J Endocr Soc. 2023 Feb 6;7(4):bvad025. doi: 10.1210/jendso/bvad025. eCollection 2023 Feb 9.

Abstract

Context: Early prediction of hypothalamic-pituitary-adrenal (HPA) axis function following transsphenoidal surgery (TSS) can improve patient safety and reduce costs.

Objective: Systematic measurement of ACTH and cortisol at extubation following anesthesia to predict remission from Cushing's disease (CD) and HPA axis preservation following non-CD surgery.

Design: Retrospective analysis of clinical data between August 2015 and May 2022.

Setting: Referral center.

Patients: Consecutive patients (n = 129) undergoing TSS who had perioperative ACTH and cortisol measurements.

Interventions: ACTH and cortisol measurement at extubation. Further serial 6-hourly measurements in CD patients.

Main outcome measures: Prediction of future HPA axis status based on ACTH/cortisol at extubation.

Results: ACTH and cortisol increased sharply in all patients at extubation. CD patients (n = 101) had lower ACTH values than non-CD patients (110.1 vs 293.1 pg/mL; P < 0.01). In non-CD patients, lower plasma ACTH at extubation predicted the need for eventual corticosteroid replacement (105.8 vs 449.1 pg/mL, P < 0.01). In CD patients, the peak post-extubation cortisol at 6 hours was a robust predictor for nonremission (60.7 vs 219.2 µg/dL, P = 0.03). However, normalized early postoperative value (NEPV; the post-extubation values minus the peak preoperative CRH or desmopressin test values) of cortisol reliably distinguished nonremission earlier, at the time of extubation (-6.1 vs 5.9, P = 0.01), and later.

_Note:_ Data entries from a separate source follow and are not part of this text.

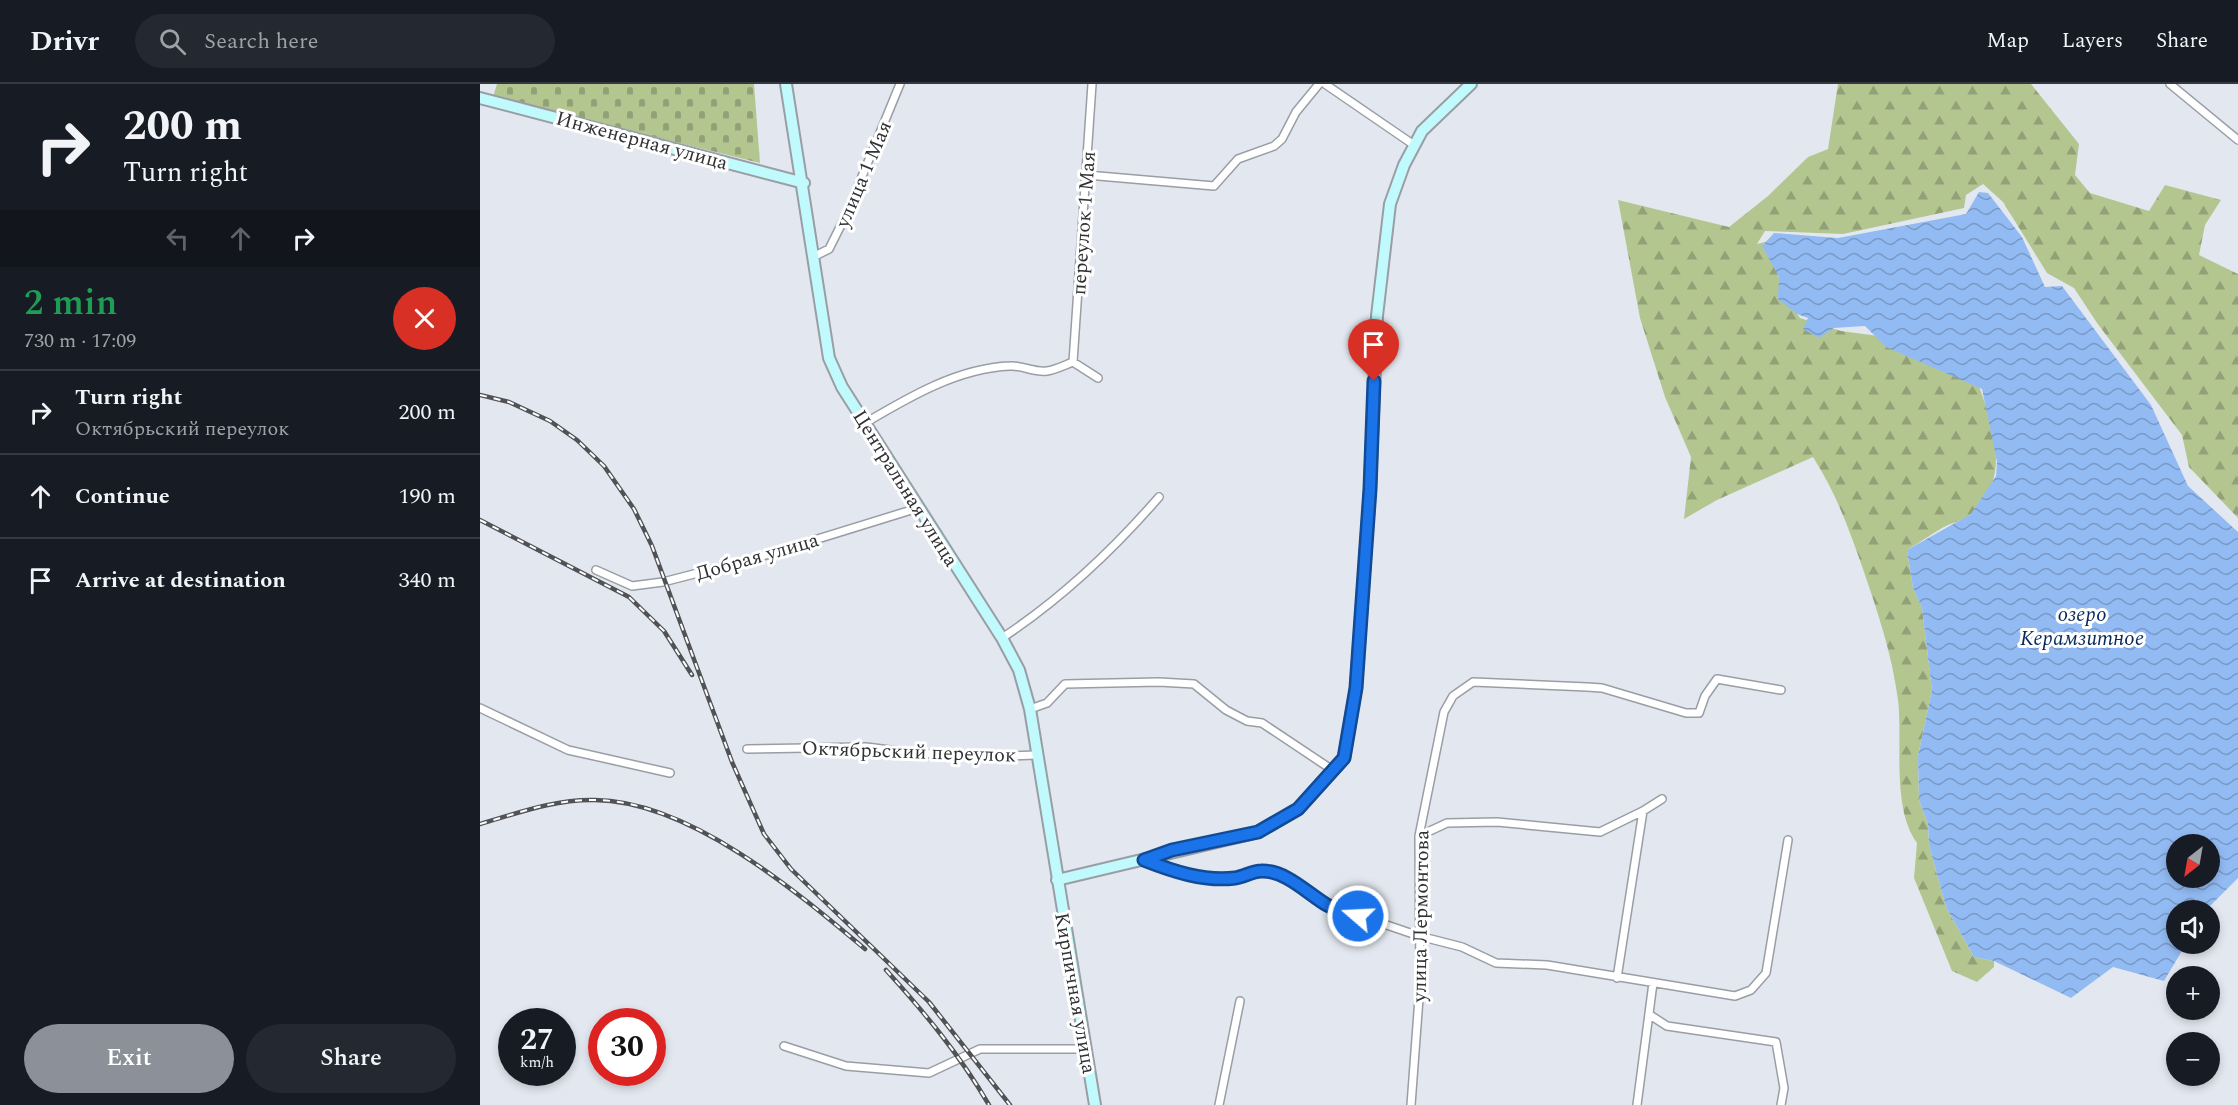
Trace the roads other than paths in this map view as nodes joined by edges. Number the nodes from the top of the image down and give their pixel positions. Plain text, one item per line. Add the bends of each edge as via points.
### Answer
1 (786, 84) edge
2 (900, 84) edge
3 (1092, 84) edge
4 (1319, 84) edge
5 (1325, 84) edge
6 (1471, 84) edge
7 (2170, 84) edge
8 (480, 98) edge
9 (2238, 140) edge
10 (1414, 145) junction
11 (1087, 175) junction
12 (804, 183) junction
13 (815, 256) junction
14 (1073, 362) junction
15 (1098, 378) dead end
16 (865, 423) junction
17 (1159, 497) dead end
18 (918, 508) junction
19 (596, 570) dead end
20 (1002, 638) junction
21 (1781, 690) dead end
22 (480, 708) edge
23 (1030, 709) junction
24 (747, 749) dead end
25 (1035, 755) junction
26 (1335, 771) junction
27 (670, 773) dead end
28 (1662, 800) dead end
29 (1643, 811) junction
30 (1419, 836) junction
31 (1788, 840) dead end
32 (1144, 860) junction
33 (1057, 880) junction
34 (1419, 936) junction
35 (1617, 978) junction
36 (1653, 983) junction
37 (1240, 1001) dead end
38 (1650, 1015) junction
39 (784, 1046) dead end
40 (1086, 1049) junction
41 (1095, 1105) edge
42 (1219, 1105) edge
43 (1411, 1105) edge
44 (1637, 1105) edge
45 (1781, 1105) edge

1 - 12 street, Центральная улица
2 - 13 street, улица 1 Мая via 847,213 829,249
3 - 11 street, переулок 1 Мая
4 - 11 street via 1296,112 1282,139 1274,146 1238,159 1214,186
5 - 10 street
6 - 10 street via 1422,131
7 - 9 street
8 - 12 street, Инженерная улица
10 - 26 street via 1390,204 1377,316 1356,688 1344,758
11 - 14 street, переулок 1 Мая
12 - 13 street, Центральная улица
13 - 16 street, Центральная улица via 829,358
14 - 15 street
14 - 16 street via 1046,371 1011,366 944,381
16 - 18 street, Центральная улица
17 - 20 street via 1077,581
18 - 19 street, Добрая улица via 663,582 632,586
18 - 20 street, Центральная улица
20 - 23 street, Центральная улица via 1019,670
21 - 30 street, улица Лермонтова via 1717,679 1699,713 1686,713 1587,687 1473,682 1453,696 1444,712
22 - 27 street via 568,750
23 - 25 street, Центральная улица
23 - 26 street via 1047,703 1065,684 1194,684 1226,710 1247,721 1262,723
24 - 25 street, Октябрьский переулок via 866,747 990,757
25 - 33 street, Центральная улица
26 - 32 street via 1298,809 1258,832 1172,850
28 - 29 street
29 - 30 street via 1600,832 1497,822 1447,823
29 - 35 street
30 - 34 street, улица Лермонтова
31 - 36 street via 1766,973 1751,990 1735,996
32 - 33 street
32 - 34 street via 1167,870 1210,878 1234,878 1261,871 1281,876 1328,905
33 - 40 street, Кирпичная улица
34 - 35 street via 1462,947 1496,963 1547,965
34 - 43 street, улица Лермонтова via 1420,985
35 - 36 street
36 - 38 street
37 - 42 street
38 - 44 street
38 - 45 street via 1667,1026 1776,1042 1784,1088
39 - 40 street via 846,1066 929,1073 980,1049
40 - 41 street, Кирпичная улица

Conclusions: We found that at extubation following TSS, ACTH can predict the need for eventual steroid replacement in non-Cushing's patients. In patients with CD, we found a robust prediction of nonremission with NEPV cortisol at extubation and later.

Keywords: Cushing's disease; hypercortisolism; pituitary adenoma; remission; transsphenoidal surgery.